● Records provided
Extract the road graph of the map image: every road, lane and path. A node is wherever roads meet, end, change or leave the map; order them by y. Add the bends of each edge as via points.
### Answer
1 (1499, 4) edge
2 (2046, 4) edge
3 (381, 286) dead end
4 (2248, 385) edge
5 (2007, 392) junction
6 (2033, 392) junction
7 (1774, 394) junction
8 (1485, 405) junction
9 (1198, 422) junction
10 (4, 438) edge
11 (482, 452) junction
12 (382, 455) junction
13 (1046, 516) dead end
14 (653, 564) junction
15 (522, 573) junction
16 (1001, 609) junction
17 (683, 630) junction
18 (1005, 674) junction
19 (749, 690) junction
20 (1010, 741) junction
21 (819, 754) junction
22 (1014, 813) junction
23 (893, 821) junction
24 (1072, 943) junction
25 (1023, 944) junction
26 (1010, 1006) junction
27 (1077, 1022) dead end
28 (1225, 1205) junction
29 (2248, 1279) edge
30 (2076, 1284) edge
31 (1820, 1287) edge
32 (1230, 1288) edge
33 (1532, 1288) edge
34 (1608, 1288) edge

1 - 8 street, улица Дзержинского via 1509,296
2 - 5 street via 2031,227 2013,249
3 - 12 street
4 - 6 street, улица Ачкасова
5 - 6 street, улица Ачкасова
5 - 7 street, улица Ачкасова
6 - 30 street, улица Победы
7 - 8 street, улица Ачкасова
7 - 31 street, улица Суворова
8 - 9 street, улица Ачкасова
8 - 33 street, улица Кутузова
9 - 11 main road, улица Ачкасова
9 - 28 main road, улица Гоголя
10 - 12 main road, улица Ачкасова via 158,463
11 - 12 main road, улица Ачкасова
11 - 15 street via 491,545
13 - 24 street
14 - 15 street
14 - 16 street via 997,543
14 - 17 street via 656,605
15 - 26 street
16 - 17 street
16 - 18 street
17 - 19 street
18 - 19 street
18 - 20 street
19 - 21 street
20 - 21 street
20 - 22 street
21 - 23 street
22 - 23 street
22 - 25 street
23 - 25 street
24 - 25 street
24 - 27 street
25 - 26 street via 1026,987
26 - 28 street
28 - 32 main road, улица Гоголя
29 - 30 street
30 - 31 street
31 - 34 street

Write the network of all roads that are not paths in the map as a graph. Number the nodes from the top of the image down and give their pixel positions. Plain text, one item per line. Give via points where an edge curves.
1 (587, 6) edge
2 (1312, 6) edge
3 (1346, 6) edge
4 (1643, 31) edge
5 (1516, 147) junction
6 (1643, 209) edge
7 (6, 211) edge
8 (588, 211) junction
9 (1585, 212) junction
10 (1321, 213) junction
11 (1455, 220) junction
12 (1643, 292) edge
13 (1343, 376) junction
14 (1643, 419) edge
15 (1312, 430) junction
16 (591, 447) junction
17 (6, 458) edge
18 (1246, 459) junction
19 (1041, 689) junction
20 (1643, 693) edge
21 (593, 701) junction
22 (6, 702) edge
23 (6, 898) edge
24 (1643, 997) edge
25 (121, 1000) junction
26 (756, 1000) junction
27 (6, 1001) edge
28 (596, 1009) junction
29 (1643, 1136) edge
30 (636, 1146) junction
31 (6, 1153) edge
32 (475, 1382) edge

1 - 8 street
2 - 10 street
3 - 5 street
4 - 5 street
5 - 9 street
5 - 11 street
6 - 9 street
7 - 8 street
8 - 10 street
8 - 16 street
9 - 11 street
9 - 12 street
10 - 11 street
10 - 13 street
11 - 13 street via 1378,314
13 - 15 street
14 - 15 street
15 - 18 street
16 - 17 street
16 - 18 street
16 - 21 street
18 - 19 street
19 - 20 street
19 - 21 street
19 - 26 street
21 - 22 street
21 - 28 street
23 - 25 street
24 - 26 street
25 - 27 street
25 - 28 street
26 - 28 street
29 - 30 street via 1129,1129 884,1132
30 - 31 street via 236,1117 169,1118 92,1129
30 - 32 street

● Prompt
The answer must be an exact reproduction of all the records.

● Answer box
Extract the road graph of the map image: every road, lane and path. A node is wherever roads meet, end, change or leave the map; order them by y. Add the bends of each edge as via points.
### Answer
1 (1499, 4) edge
2 (2046, 4) edge
3 (381, 286) dead end
4 (2248, 385) edge
5 (2007, 392) junction
6 (2033, 392) junction
7 (1774, 394) junction
8 (1485, 405) junction
9 (1198, 422) junction
10 (4, 438) edge
11 (482, 452) junction
12 (382, 455) junction
13 (1046, 516) dead end
14 (653, 564) junction
15 (522, 573) junction
16 (1001, 609) junction
17 (683, 630) junction
18 (1005, 674) junction
19 (749, 690) junction
20 (1010, 741) junction
21 (819, 754) junction
22 (1014, 813) junction
23 (893, 821) junction
24 (1072, 943) junction
25 (1023, 944) junction
26 (1010, 1006) junction
27 (1077, 1022) dead end
28 (1225, 1205) junction
29 (2248, 1279) edge
30 (2076, 1284) edge
31 (1820, 1287) edge
32 (1230, 1288) edge
33 (1532, 1288) edge
34 (1608, 1288) edge

1 - 8 street, улица Дзержинского via 1509,296
2 - 5 street via 2031,227 2013,249
3 - 12 street
4 - 6 street, улица Ачкасова
5 - 6 street, улица Ачкасова
5 - 7 street, улица Ачкасова
6 - 30 street, улица Победы
7 - 8 street, улица Ачкасова
7 - 31 street, улица Суворова
8 - 9 street, улица Ачкасова
8 - 33 street, улица Кутузова
9 - 11 main road, улица Ачкасова
9 - 28 main road, улица Гоголя
10 - 12 main road, улица Ачкасова via 158,463
11 - 12 main road, улица Ачкасова
11 - 15 street via 491,545
13 - 24 street
14 - 15 street
14 - 16 street via 997,543
14 - 17 street via 656,605
15 - 26 street
16 - 17 street
16 - 18 street
17 - 19 street
18 - 19 street
18 - 20 street
19 - 21 street
20 - 21 street
20 - 22 street
21 - 23 street
22 - 23 street
22 - 25 street
23 - 25 street
24 - 25 street
24 - 27 street
25 - 26 street via 1026,987
26 - 28 street
28 - 32 main road, улица Гоголя
29 - 30 street
30 - 31 street
31 - 34 street

Write the network of all roads that are not paths in the map as a graph. Number the nodes from the top of the image down and give their pixel positions. Plain text, one item per line. Give via points where an edge curves.
1 (587, 6) edge
2 (1312, 6) edge
3 (1346, 6) edge
4 (1643, 31) edge
5 (1516, 147) junction
6 (1643, 209) edge
7 (6, 211) edge
8 (588, 211) junction
9 (1585, 212) junction
10 (1321, 213) junction
11 (1455, 220) junction
12 (1643, 292) edge
13 (1343, 376) junction
14 (1643, 419) edge
15 (1312, 430) junction
16 (591, 447) junction
17 (6, 458) edge
18 (1246, 459) junction
19 (1041, 689) junction
20 (1643, 693) edge
21 (593, 701) junction
22 (6, 702) edge
23 (6, 898) edge
24 (1643, 997) edge
25 (121, 1000) junction
26 (756, 1000) junction
27 (6, 1001) edge
28 (596, 1009) junction
29 (1643, 1136) edge
30 (636, 1146) junction
31 (6, 1153) edge
32 (475, 1382) edge

1 - 8 street
2 - 10 street
3 - 5 street
4 - 5 street
5 - 9 street
5 - 11 street
6 - 9 street
7 - 8 street
8 - 10 street
8 - 16 street
9 - 11 street
9 - 12 street
10 - 11 street
10 - 13 street
11 - 13 street via 1378,314
13 - 15 street
14 - 15 street
15 - 18 street
16 - 17 street
16 - 18 street
16 - 21 street
18 - 19 street
19 - 20 street
19 - 21 street
19 - 26 street
21 - 22 street
21 - 28 street
23 - 25 street
24 - 26 street
25 - 27 street
25 - 28 street
26 - 28 street
29 - 30 street via 1129,1129 884,1132
30 - 31 street via 236,1117 169,1118 92,1129
30 - 32 street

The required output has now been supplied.